» **Work task**
Make an exact copy of all the entries below, with the pictures left out.

Saved data entries
[Start of Attachment]
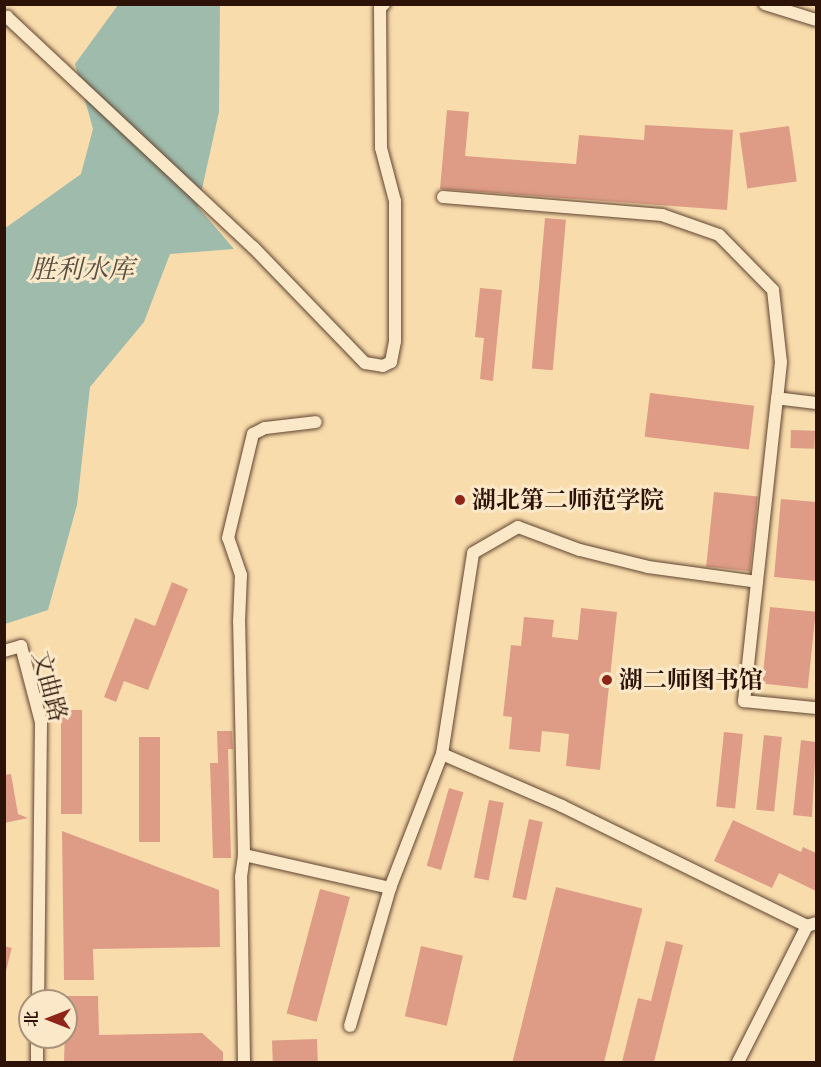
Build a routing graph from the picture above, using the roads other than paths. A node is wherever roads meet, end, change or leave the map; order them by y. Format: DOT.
graph roads {
  1 [pos="384,4"];
  2 [pos="765,4"];
  3 [pos="4,19"];
  4 [pos="816,20"];
  5 [pos="443,197"];
  6 [pos="777,398"];
  7 [pos="816,403"];
  8 [pos="316,422"];
  9 [pos="757,582"];
  10 [pos="4,651"];
  11 [pos="816,708"];
  12 [pos="442,754"];
  13 [pos="244,855"];
  14 [pos="390,888"];
  15 [pos="812,925"];
  16 [pos="38,989"];
  17 [pos="350,1026"];
  18 [pos="244,1062"];
  19 [pos="738,1062"];
  1 -- 3 [label="street"];
  2 -- 4 [label="street"];
  5 -- 6 [label="street"];
  6 -- 7 [label="street"];
  6 -- 9 [label="street"];
  8 -- 13 [label="street"];
  9 -- 11 [label="street"];
  9 -- 12 [label="street"];
  10 -- 16 [label="street, 文曲路"];
  12 -- 14 [label="street"];
  12 -- 15 [label="street"];
  13 -- 14 [label="street"];
  13 -- 18 [label="street"];
  14 -- 17 [label="street"];
  15 -- 19 [label="street"];
}
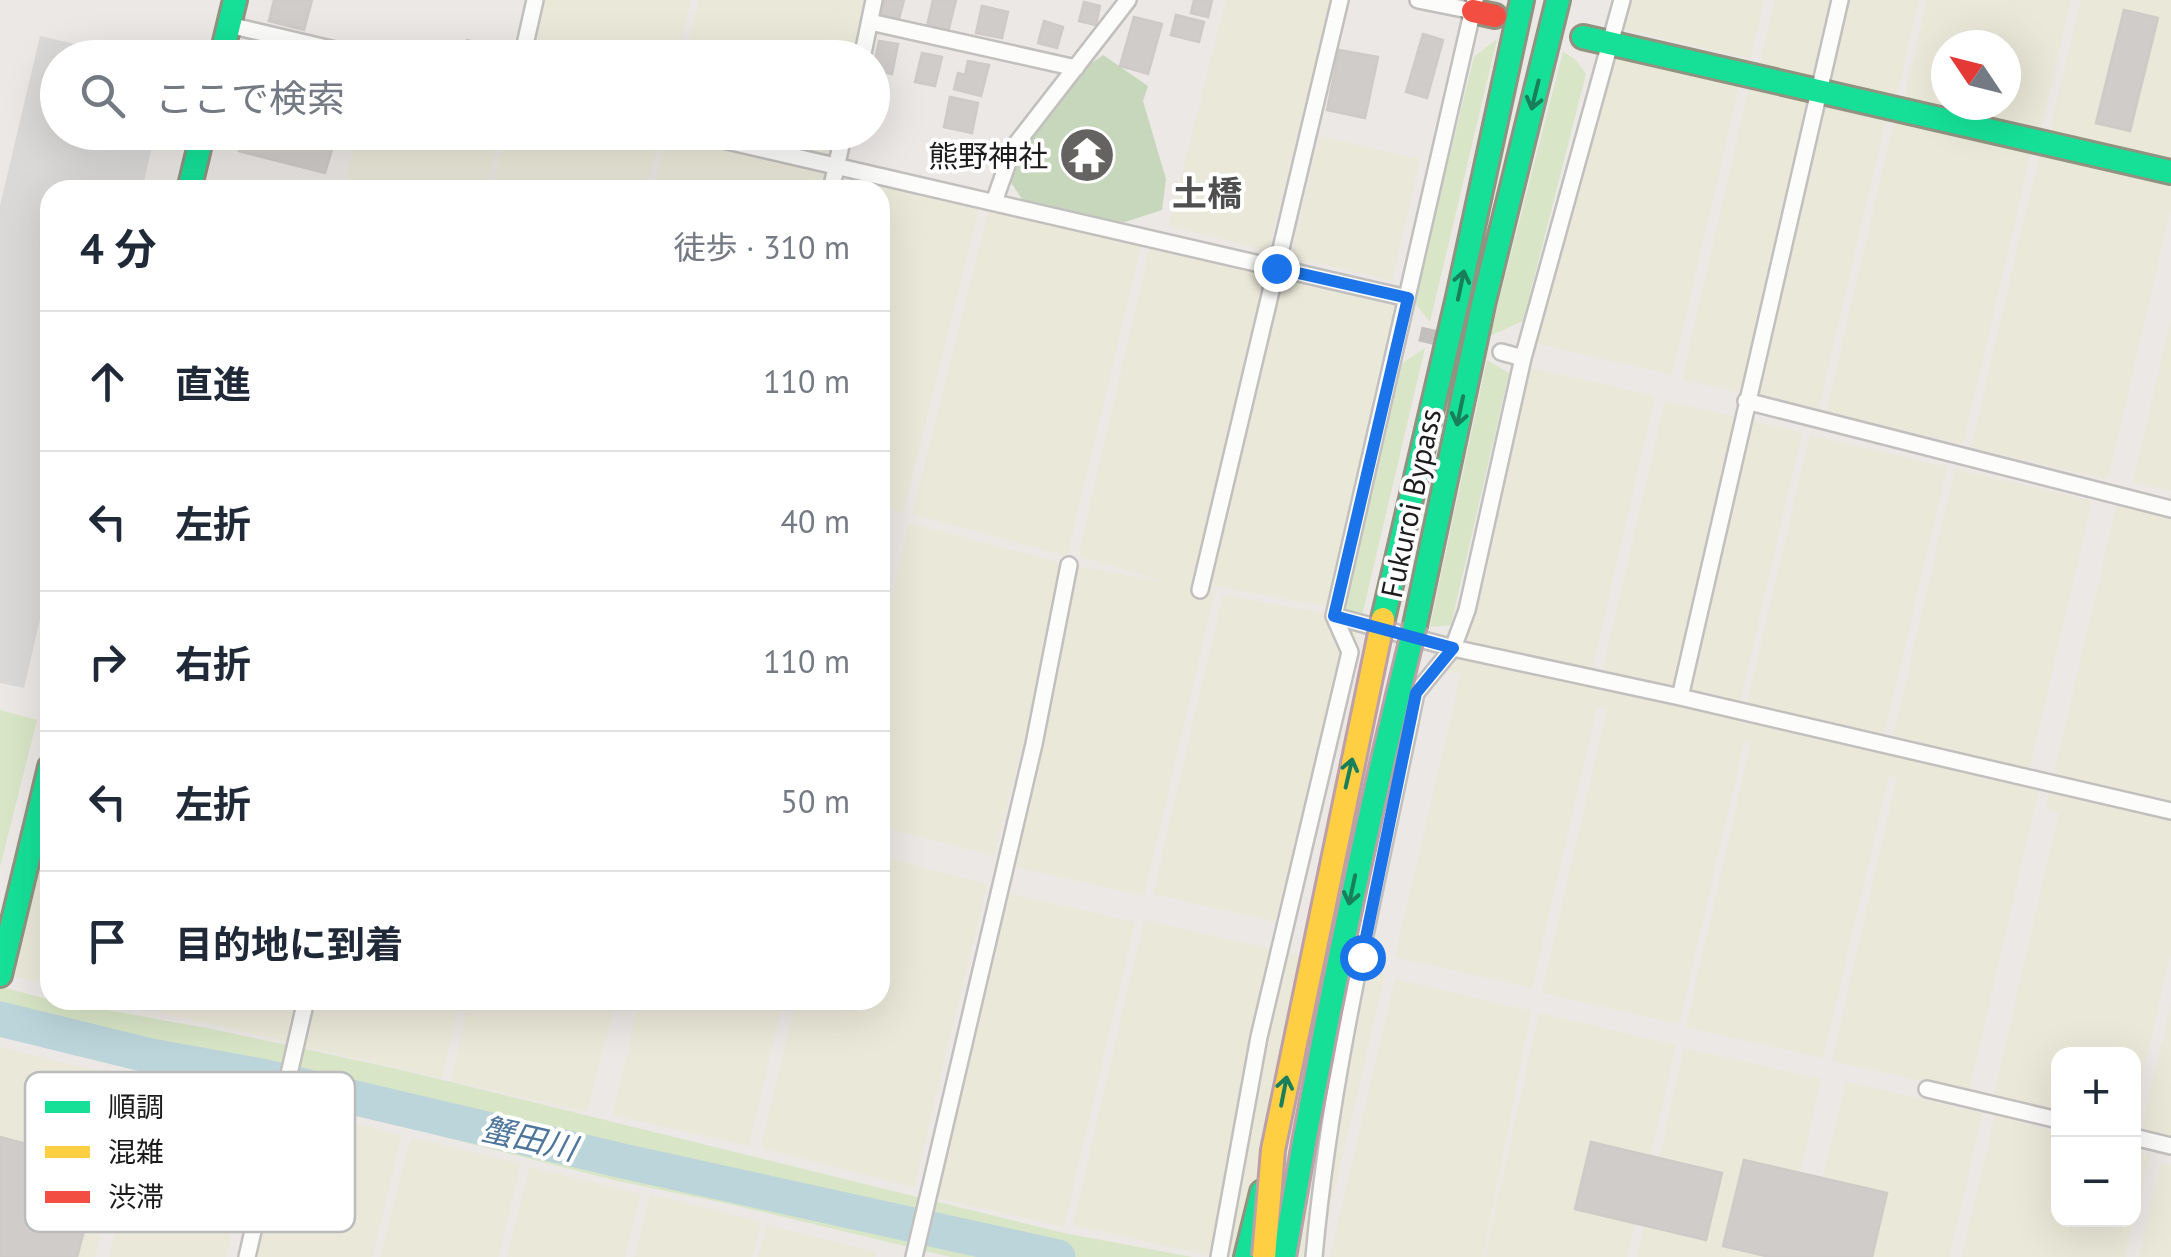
[End of Attachment]
» **Solved problem**
Build a routing graph from the picture above, using the roads other than paths. A node is wherever roads meet, end, change or leave the map; order them by y. Format: DOT.
graph roads {
  1 [pos="384,4"];
  2 [pos="765,4"];
  3 [pos="4,19"];
  4 [pos="816,20"];
  5 [pos="443,197"];
  6 [pos="777,398"];
  7 [pos="816,403"];
  8 [pos="316,422"];
  9 [pos="757,582"];
  10 [pos="4,651"];
  11 [pos="816,708"];
  12 [pos="442,754"];
  13 [pos="244,855"];
  14 [pos="390,888"];
  15 [pos="812,925"];
  16 [pos="38,989"];
  17 [pos="350,1026"];
  18 [pos="244,1062"];
  19 [pos="738,1062"];
  1 -- 3 [label="street"];
  2 -- 4 [label="street"];
  5 -- 6 [label="street"];
  6 -- 7 [label="street"];
  6 -- 9 [label="street"];
  8 -- 13 [label="street"];
  9 -- 11 [label="street"];
  9 -- 12 [label="street"];
  10 -- 16 [label="street, 文曲路"];
  12 -- 14 [label="street"];
  12 -- 15 [label="street"];
  13 -- 14 [label="street"];
  13 -- 18 [label="street"];
  14 -- 17 [label="street"];
  15 -- 19 [label="street"];
}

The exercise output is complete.